Rosti mengatakan, Richard telah membunuh anaknya dengan tembakan, tapi dia tetap ikhlas menerima putusan Hakim “Walaupun eliezer menghujami anakku dengan peluru panas, timah panas. Saya percaya kepada Hakim yang menyampaikan vonis Eliezer dan keluarga menerima apa yang diberikan Hakim saat persidangan,” tutur dia.
Menteri Koordinator bidang Politik Hukum dan Keamanan (Menko Polhukam) Mahfud MD mengomentari putusan hakim Wahyu Iman Santoso, Morgan Simanjuntak, dan Alimin Ribut Sujono yang menjatuhkan vonis 1 tahun 6 bulan terhadap Richard Eliezer.
Richard Eliezer alias Bharada E adalah terdakwa terakhir yang divonis bersalah dalam perkara pembunuhan berencana terhadap Nofriansyah Yosua Hutabarat atau Brigadir J. Namun, vonis Bharada E jauh lebih ringan dibanding tuntutan jaksa penuntut umum (JPU).
Berbeda dengan hukuman empat terdakwa lain yang dihukum jauh lebih berat, yakni Ferdy Sambo, Putri Candrawathi, Bripka Ricky Rizal, dan Kuat Ma’ruf. “Saya menganggap hakimnya itu betul-betul objektif, lepas dari rongrongan dari dalam, dan lepas dari tekanan opini publik,” kata Mahfud di Jakarta, Rabu (15/2) dilansir jpnn.com.
Mantan ketua Mahkamah Konstitusi (MK) itu menilai vonis hakim terhadap Richard Eliezer sudah memenuhi rasa keadilan masyarakat dengan berbagai pertimbangan yang dikemukakan secara baik.

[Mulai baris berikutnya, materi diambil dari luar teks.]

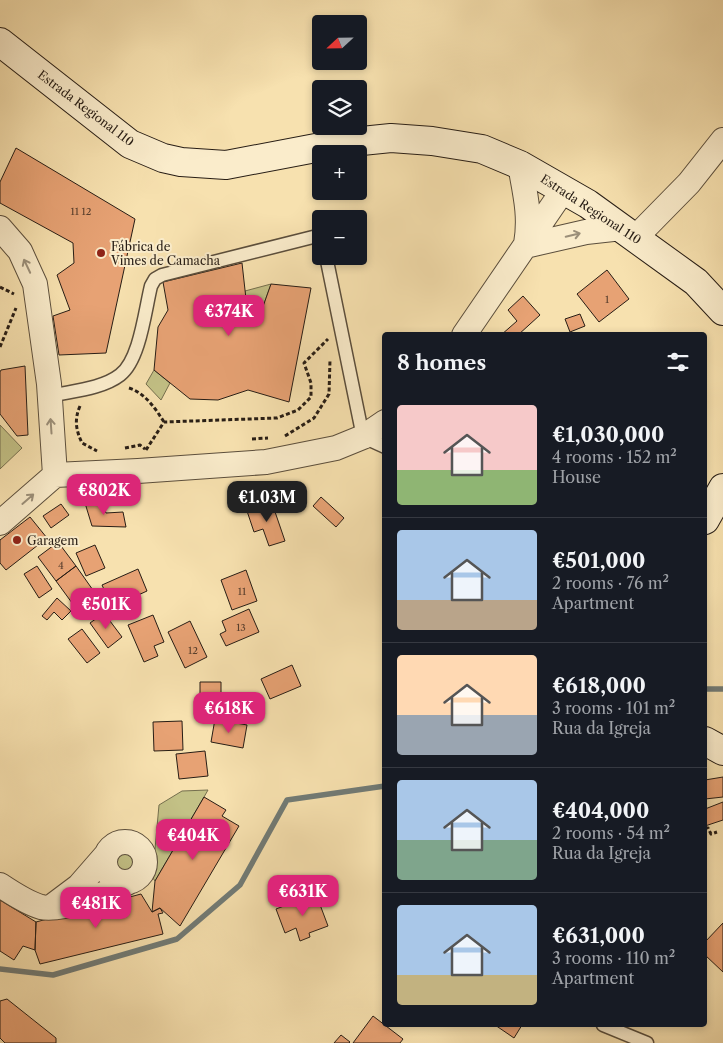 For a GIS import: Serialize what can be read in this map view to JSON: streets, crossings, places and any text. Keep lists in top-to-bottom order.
{
  "streets": {
    "main road": ["Estrada Regional 110"]
  },
  "places": ["Fábrica de Vimes de Camacha", "Garagem"],
  "house_numbers": [
    "11 12",
    "1",
    "4",
    "11",
    "13",
    "12"
  ],
  "north": "left",
  "page": {
    "map_buttons": ["+", "−"],
    "price": [
      "€374K",
      "€802K",
      "€1.03M",
      "€501K",
      "€618K",
      "€404K",
      "€631K",
      "€481K"
    ],
    "heading": "8 homes",
    "list": [
      {
        "name": "€1,030,000",
        "note": "4 rooms · 152 m² · House"
      },
      {
        "name": "€501,000",
        "note": "2 rooms · 76 m² · Apartment"
      },
      {
        "name": "€618,000",
        "note": "3 rooms · 101 m² · Rua da Igreja"
      },
      {
        "name": "€404,000",
        "note": "2 rooms · 54 m² · Rua da Igreja"
      },
      {
        "name": "€631,000",
        "note": "3 rooms · 110 m² · Apartment"
      }
    ]
  }
}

Di sisi lain, dia juga bersyukur majelis hakim yang menyidangkan perkara itu adalah orang-orang yang nasionalis dan berintegritas. “Saya tidak ingin berpihak, tetapi saya hari ini merasa bersyukur dan bahagia punya hakim-hakim yang nasionalis dan berintegritas,” ucapnya.
Mahfud MD juga tidak setuju dengan anggapan bahwa jaksa penuntut umum (JPU) gagal menangani perkara pembunuhan berencana Brigadir J. Dia menyebut jaksa tidak bisa dibilang gagal menangani kasus hanya karena vonis yang dijatuhkan hakim terhadap terdakwa Richard Eliezer lebih rendah daripada tuntutan JPU.
“Jangan dikira bahwa jaksa itu gagal. Itu justru yang dibacakan oleh hakim itu, kan konstruksi jaksa semua. Cara pembuktian dan lain sebagainya; cuma vonisnya yang beda,” tutur Mahfud.
Menurut dia, penindakan kasus pembunuhan berencana terhadap Yosua oleh polisi, kejaksaan, dan hakim PN Jaksel sudah berjalan sangat baik. “Ini sudah luar biasa, itu. Pertama, polisi melakukan penyidikan, kemudian dilimpahkan ke kejaksaan, diperbaiki lagi, dan ini semua jadi konstruksi hukum yang bagus. Hakimnya bagus sekali,” ujar guru besar hukum tata negara itu.
Di bagian lain Ibunda dari mendiang Brigadir Nofriansyah Yoshua Hutabarat alias Brigadi J, yaitu Rosti Simanjuntak turut hadir di sidang putusan atau vonis majelis hakim atas terdakwa Richard Eliezer Pudihang Lumiu atau Bharada E di Pengadilan Negeri Jakarta Selatan (PN Jaksel) Kawasan Ampera, Jaksel, Rabu (15/2/2023).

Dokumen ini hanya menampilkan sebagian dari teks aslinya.